> **PROBLEM DETAILS**
For each line below that contains the word "Kanarkowa", make a copy.

> **GIVEN ENTRIES**
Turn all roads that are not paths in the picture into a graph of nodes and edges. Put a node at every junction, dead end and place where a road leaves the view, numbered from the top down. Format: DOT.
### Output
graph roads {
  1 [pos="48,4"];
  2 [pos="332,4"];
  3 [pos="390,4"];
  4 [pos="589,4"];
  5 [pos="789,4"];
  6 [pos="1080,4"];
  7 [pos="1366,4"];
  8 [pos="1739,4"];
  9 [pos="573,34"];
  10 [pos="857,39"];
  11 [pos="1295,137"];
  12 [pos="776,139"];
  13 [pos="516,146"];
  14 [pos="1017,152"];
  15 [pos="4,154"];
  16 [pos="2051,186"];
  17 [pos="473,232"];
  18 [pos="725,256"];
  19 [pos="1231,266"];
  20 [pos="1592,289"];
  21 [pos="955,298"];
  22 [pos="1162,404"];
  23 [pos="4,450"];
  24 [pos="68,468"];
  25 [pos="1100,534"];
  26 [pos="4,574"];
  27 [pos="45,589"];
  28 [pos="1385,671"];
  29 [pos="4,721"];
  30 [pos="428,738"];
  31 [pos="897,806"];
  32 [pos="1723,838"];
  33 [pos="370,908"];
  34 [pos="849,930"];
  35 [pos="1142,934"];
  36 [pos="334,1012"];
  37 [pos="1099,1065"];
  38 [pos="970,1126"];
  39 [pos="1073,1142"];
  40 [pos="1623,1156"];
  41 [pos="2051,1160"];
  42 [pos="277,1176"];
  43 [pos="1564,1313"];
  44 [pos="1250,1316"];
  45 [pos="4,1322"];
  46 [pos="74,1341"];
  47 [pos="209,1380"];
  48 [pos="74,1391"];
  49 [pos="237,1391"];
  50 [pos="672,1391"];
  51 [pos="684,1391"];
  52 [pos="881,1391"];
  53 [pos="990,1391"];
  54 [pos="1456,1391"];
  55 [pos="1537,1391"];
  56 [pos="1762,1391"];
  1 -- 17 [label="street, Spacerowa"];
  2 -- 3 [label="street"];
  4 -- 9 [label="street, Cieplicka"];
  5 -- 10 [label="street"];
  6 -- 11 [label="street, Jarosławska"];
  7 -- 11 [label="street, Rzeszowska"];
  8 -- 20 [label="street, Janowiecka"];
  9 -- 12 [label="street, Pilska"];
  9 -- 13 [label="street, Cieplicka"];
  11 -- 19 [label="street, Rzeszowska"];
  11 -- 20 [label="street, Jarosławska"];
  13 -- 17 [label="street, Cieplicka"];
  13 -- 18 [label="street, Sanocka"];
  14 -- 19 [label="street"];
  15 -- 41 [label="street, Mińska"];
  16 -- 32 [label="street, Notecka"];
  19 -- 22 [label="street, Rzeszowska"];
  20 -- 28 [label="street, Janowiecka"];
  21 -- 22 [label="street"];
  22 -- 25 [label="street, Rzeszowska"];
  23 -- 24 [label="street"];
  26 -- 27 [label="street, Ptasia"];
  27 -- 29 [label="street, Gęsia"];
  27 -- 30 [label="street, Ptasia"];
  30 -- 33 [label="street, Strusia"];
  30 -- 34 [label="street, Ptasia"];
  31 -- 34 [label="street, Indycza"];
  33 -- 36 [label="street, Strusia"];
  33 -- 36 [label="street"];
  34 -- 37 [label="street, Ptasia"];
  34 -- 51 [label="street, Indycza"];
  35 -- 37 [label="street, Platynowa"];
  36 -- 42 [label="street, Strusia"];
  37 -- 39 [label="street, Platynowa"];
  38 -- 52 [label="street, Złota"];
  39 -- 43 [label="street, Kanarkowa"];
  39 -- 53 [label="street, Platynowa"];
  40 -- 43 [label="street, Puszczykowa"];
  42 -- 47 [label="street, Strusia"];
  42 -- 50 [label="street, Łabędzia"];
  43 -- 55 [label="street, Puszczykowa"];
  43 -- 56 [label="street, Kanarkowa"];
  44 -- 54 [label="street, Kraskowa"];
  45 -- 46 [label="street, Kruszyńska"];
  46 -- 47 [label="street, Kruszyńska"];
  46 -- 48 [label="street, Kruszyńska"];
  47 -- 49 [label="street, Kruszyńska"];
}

> **RESPONSE AREA**
  39 -- 43 [label="street, Kanarkowa"];
  43 -- 56 [label="street, Kanarkowa"];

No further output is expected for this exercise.